WORK ITEM – Once the pictures are set aside, reproduce the entries below exactly.

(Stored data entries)

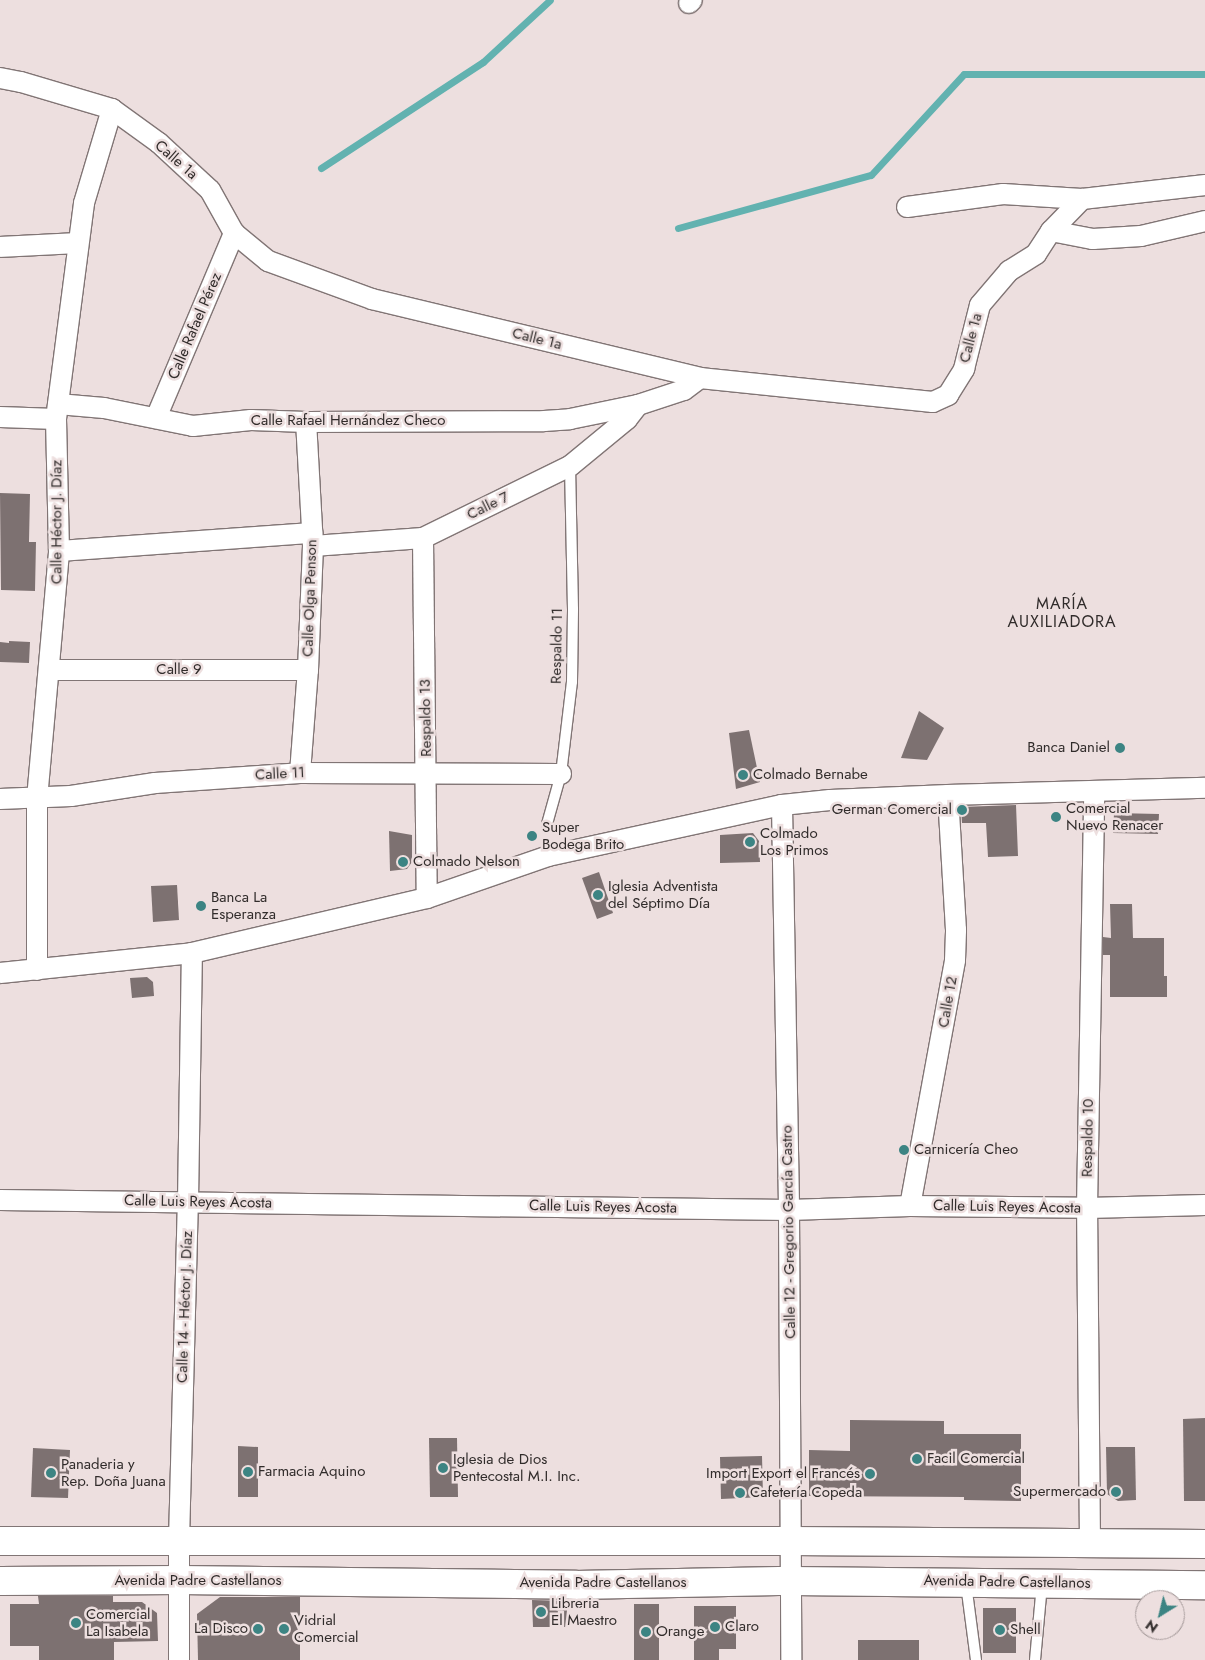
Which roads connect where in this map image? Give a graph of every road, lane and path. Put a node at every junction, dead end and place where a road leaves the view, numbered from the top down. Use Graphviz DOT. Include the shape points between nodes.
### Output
graph roads {
  1 [pos="0,78"];
  2 [pos="112,109"];
  3 [pos="1205,185"];
  4 [pos="1082,199"];
  5 [pos="907,207"];
  6 [pos="1205,221"];
  7 [pos="1051,231"];
  8 [pos="234,232"];
  9 [pos="78,243"];
  10 [pos="0,247"];
  11 [pos="700,378"];
  12 [pos="638,405"];
  13 [pos="57,411"];
  14 [pos="0,417"];
  15 [pos="156,418"];
  16 [pos="306,422"];
  17 [pos="570,466"];
  18 [pos="423,538"];
  19 [pos="312,539"];
  20 [pos="59,551"];
  21 [pos="50,670"];
  22 [pos="308,670"];
  23 [pos="300,773"];
  24 [pos="426,774"];
  25 [pos="561,774"];
  26 [pos="1205,788"];
  27 [pos="1094,792"];
  28 [pos="948,794"];
  29 [pos="0,799"];
  30 [pos="37,799"];
  31 [pos="782,805"];
  32 [pos="547,824"];
  33 [pos="427,898"];
  34 [pos="192,953"];
  35 [pos="38,970"];
  36 [pos="0,973"];
  37 [pos="0,1200"];
  38 [pos="188,1202"];
  39 [pos="1205,1205"];
  40 [pos="910,1206"];
  41 [pos="1087,1208"];
  42 [pos="789,1210"];
  43 [pos="0,1541"];
  44 [pos="179,1541"];
  45 [pos="791,1541"];
  46 [pos="1090,1544"];
  47 [pos="1205,1544"];
  48 [pos="180,1580"];
  49 [pos="0,1581"];
  50 [pos="792,1581"];
  51 [pos="966,1582"];
  52 [pos="1042,1583"];
  53 [pos="1205,1584"];
  54 [pos="179,1660"];
  55 [pos="791,1660"];
  56 [pos="976,1660"];
  57 [pos="1035,1660"];
  1 -- 2 [label="street, Calle 1a"];
  2 -- 8 [label="street, Calle 1a" via="159,143 210,190"];
  2 -- 9 [label="street, Calle Héctor J. Díaz" via="84,203"];
  3 -- 4 [label="street"];
  4 -- 5 [label="street" via="1003,194"];
  4 -- 7 [label="street, Calle 1a"];
  6 -- 7 [label="street" via="1141,236 1093,239"];
  7 -- 11 [label="street, Calle 1a" via="1036,254 1009,271 980,306 964,369 948,395 932,402"];
  8 -- 11 [label="street, Calle 1a" via="268,261 372,299"];
  8 -- 15 [label="street, Calle Rafael Pérez"];
  9 -- 10 [label="street"];
  9 -- 13 [label="street, Calle Héctor J. Díaz"];
  11 -- 12 [label="street, Calle Rafael Hernández Checo" via="684,390"];
  12 -- 16 [label="street, Calle Rafael Hernández Checo" via="544,421"];
  12 -- 17 [label="street, Calle 7" via="627,419"];
  13 -- 14 [label="street, Calle Rafael Hernández Checo"];
  13 -- 15 [label="street, Calle Rafael Hernández Checo" via="104,408"];
  13 -- 20 [label="street, Calle Héctor J. Díaz"];
  15 -- 16 [label="street, Calle Rafael Hernández Checo" via="193,426 251,420"];
  16 -- 19 [label="street, Calle Olga Penson"];
  17 -- 18 [label="street, Calle 7"];
  17 -- 25 [label="lane, Respaldo 11" via="572,682"];
  18 -- 19 [label="street, Calle 7"];
  18 -- 24 [label="street, Respaldo 13"];
  19 -- 20 [label="street, Calle 7"];
  19 -- 22 [label="street, Calle Olga Penson"];
  20 -- 21 [label="street, Calle Héctor J. Díaz"];
  21 -- 22 [label="street, Calle 9"];
  21 -- 30 [label="street, Calle Héctor J. Díaz"];
  22 -- 23 [label="street, Calle Olga Penson"];
  23 -- 24 [label="street, Calle 11"];
  23 -- 30 [label="street, Calle 11" via="155,782"];
  24 -- 25 [label="street, Calle 11"];
  24 -- 33 [label="street, Respaldo 13"];
  25 -- 32 [label="lane, Respaldo 11"];
  26 -- 27 [label="street"];
  27 -- 28 [label="street"];
  27 -- 41 [label="street, Respaldo 10"];
  28 -- 31 [label="street"];
  28 -- 40 [label="street, Calle 12" via="955,960"];
  29 -- 30 [label="street, Calle 11"];
  30 -- 35 [label="street, Calle Héctor J. Díaz"];
  31 -- 33 [label="street" via="548,856"];
  31 -- 42 [label="street, Calle 12 - Gregorio García Castro"];
  33 -- 34 [label="street"];
  34 -- 35 [label="street"];
  34 -- 38 [label="street, Calle 14 - Héctor J. Díaz"];
  35 -- 36 [label="street"];
  37 -- 38 [label="street, Calle Luis Reyes Acosta"];
  38 -- 42 [label="street, Calle Luis Reyes Acosta"];
  38 -- 44 [label="street, Calle 14 - Héctor J. Díaz"];
  39 -- 41 [label="street, Calle Luis Reyes Acosta"];
  40 -- 41 [label="street, Calle Luis Reyes Acosta"];
  40 -- 42 [label="street, Calle Luis Reyes Acosta"];
  41 -- 46 [label="street, Respaldo 10"];
  42 -- 45 [label="street, Calle 12 - Gregorio García Castro"];
  43 -- 44 [label="main road"];
  44 -- 45 [label="main road"];
  44 -- 48 [label="street, Calle 14 - Héctor J. Díaz"];
  45 -- 46 [label="main road"];
  45 -- 50 [label="street, Calle 12 - Gregorio García Castro"];
  46 -- 47 [label="main road"];
  48 -- 49 [label="main road, Avenida Padre Castellanos"];
  48 -- 50 [label="main road, Avenida Padre Castellanos" via="576,1585"];
  48 -- 54 [label="street, Calle 14 - Héctor J. Díaz"];
  50 -- 51 [label="main road, Avenida Padre Castellanos"];
  50 -- 55 [label="street, Calle 12 - Gregorio García Castro"];
  51 -- 52 [label="main road, Avenida Padre Castellanos"];
  51 -- 56 [label="lane"];
  52 -- 53 [label="main road, Avenida Padre Castellanos"];
  52 -- 57 [label="lane"];
}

ANSWER –
Which roads connect where in this map image? Give a graph of every road, lane and path. Put a node at every junction, dead end and place where a road leaves the view, numbered from the top down. Use Graphviz DOT. Include the shape points between nodes.
### Output
graph roads {
  1 [pos="0,78"];
  2 [pos="112,109"];
  3 [pos="1205,185"];
  4 [pos="1082,199"];
  5 [pos="907,207"];
  6 [pos="1205,221"];
  7 [pos="1051,231"];
  8 [pos="234,232"];
  9 [pos="78,243"];
  10 [pos="0,247"];
  11 [pos="700,378"];
  12 [pos="638,405"];
  13 [pos="57,411"];
  14 [pos="0,417"];
  15 [pos="156,418"];
  16 [pos="306,422"];
  17 [pos="570,466"];
  18 [pos="423,538"];
  19 [pos="312,539"];
  20 [pos="59,551"];
  21 [pos="50,670"];
  22 [pos="308,670"];
  23 [pos="300,773"];
  24 [pos="426,774"];
  25 [pos="561,774"];
  26 [pos="1205,788"];
  27 [pos="1094,792"];
  28 [pos="948,794"];
  29 [pos="0,799"];
  30 [pos="37,799"];
  31 [pos="782,805"];
  32 [pos="547,824"];
  33 [pos="427,898"];
  34 [pos="192,953"];
  35 [pos="38,970"];
  36 [pos="0,973"];
  37 [pos="0,1200"];
  38 [pos="188,1202"];
  39 [pos="1205,1205"];
  40 [pos="910,1206"];
  41 [pos="1087,1208"];
  42 [pos="789,1210"];
  43 [pos="0,1541"];
  44 [pos="179,1541"];
  45 [pos="791,1541"];
  46 [pos="1090,1544"];
  47 [pos="1205,1544"];
  48 [pos="180,1580"];
  49 [pos="0,1581"];
  50 [pos="792,1581"];
  51 [pos="966,1582"];
  52 [pos="1042,1583"];
  53 [pos="1205,1584"];
  54 [pos="179,1660"];
  55 [pos="791,1660"];
  56 [pos="976,1660"];
  57 [pos="1035,1660"];
  1 -- 2 [label="street, Calle 1a"];
  2 -- 8 [label="street, Calle 1a" via="159,143 210,190"];
  2 -- 9 [label="street, Calle Héctor J. Díaz" via="84,203"];
  3 -- 4 [label="street"];
  4 -- 5 [label="street" via="1003,194"];
  4 -- 7 [label="street, Calle 1a"];
  6 -- 7 [label="street" via="1141,236 1093,239"];
  7 -- 11 [label="street, Calle 1a" via="1036,254 1009,271 980,306 964,369 948,395 932,402"];
  8 -- 11 [label="street, Calle 1a" via="268,261 372,299"];
  8 -- 15 [label="street, Calle Rafael Pérez"];
  9 -- 10 [label="street"];
  9 -- 13 [label="street, Calle Héctor J. Díaz"];
  11 -- 12 [label="street, Calle Rafael Hernández Checo" via="684,390"];
  12 -- 16 [label="street, Calle Rafael Hernández Checo" via="544,421"];
  12 -- 17 [label="street, Calle 7" via="627,419"];
  13 -- 14 [label="street, Calle Rafael Hernández Checo"];
  13 -- 15 [label="street, Calle Rafael Hernández Checo" via="104,408"];
  13 -- 20 [label="street, Calle Héctor J. Díaz"];
  15 -- 16 [label="street, Calle Rafael Hernández Checo" via="193,426 251,420"];
  16 -- 19 [label="street, Calle Olga Penson"];
  17 -- 18 [label="street, Calle 7"];
  17 -- 25 [label="lane, Respaldo 11" via="572,682"];
  18 -- 19 [label="street, Calle 7"];
  18 -- 24 [label="street, Respaldo 13"];
  19 -- 20 [label="street, Calle 7"];
  19 -- 22 [label="street, Calle Olga Penson"];
  20 -- 21 [label="street, Calle Héctor J. Díaz"];
  21 -- 22 [label="street, Calle 9"];
  21 -- 30 [label="street, Calle Héctor J. Díaz"];
  22 -- 23 [label="street, Calle Olga Penson"];
  23 -- 24 [label="street, Calle 11"];
  23 -- 30 [label="street, Calle 11" via="155,782"];
  24 -- 25 [label="street, Calle 11"];
  24 -- 33 [label="street, Respaldo 13"];
  25 -- 32 [label="lane, Respaldo 11"];
  26 -- 27 [label="street"];
  27 -- 28 [label="street"];
  27 -- 41 [label="street, Respaldo 10"];
  28 -- 31 [label="street"];
  28 -- 40 [label="street, Calle 12" via="955,960"];
  29 -- 30 [label="street, Calle 11"];
  30 -- 35 [label="street, Calle Héctor J. Díaz"];
  31 -- 33 [label="street" via="548,856"];
  31 -- 42 [label="street, Calle 12 - Gregorio García Castro"];
  33 -- 34 [label="street"];
  34 -- 35 [label="street"];
  34 -- 38 [label="street, Calle 14 - Héctor J. Díaz"];
  35 -- 36 [label="street"];
  37 -- 38 [label="street, Calle Luis Reyes Acosta"];
  38 -- 42 [label="street, Calle Luis Reyes Acosta"];
  38 -- 44 [label="street, Calle 14 - Héctor J. Díaz"];
  39 -- 41 [label="street, Calle Luis Reyes Acosta"];
  40 -- 41 [label="street, Calle Luis Reyes Acosta"];
  40 -- 42 [label="street, Calle Luis Reyes Acosta"];
  41 -- 46 [label="street, Respaldo 10"];
  42 -- 45 [label="street, Calle 12 - Gregorio García Castro"];
  43 -- 44 [label="main road"];
  44 -- 45 [label="main road"];
  44 -- 48 [label="street, Calle 14 - Héctor J. Díaz"];
  45 -- 46 [label="main road"];
  45 -- 50 [label="street, Calle 12 - Gregorio García Castro"];
  46 -- 47 [label="main road"];
  48 -- 49 [label="main road, Avenida Padre Castellanos"];
  48 -- 50 [label="main road, Avenida Padre Castellanos" via="576,1585"];
  48 -- 54 [label="street, Calle 14 - Héctor J. Díaz"];
  50 -- 51 [label="main road, Avenida Padre Castellanos"];
  50 -- 55 [label="street, Calle 12 - Gregorio García Castro"];
  51 -- 52 [label="main road, Avenida Padre Castellanos"];
  51 -- 56 [label="lane"];
  52 -- 53 [label="main road, Avenida Padre Castellanos"];
  52 -- 57 [label="lane"];
}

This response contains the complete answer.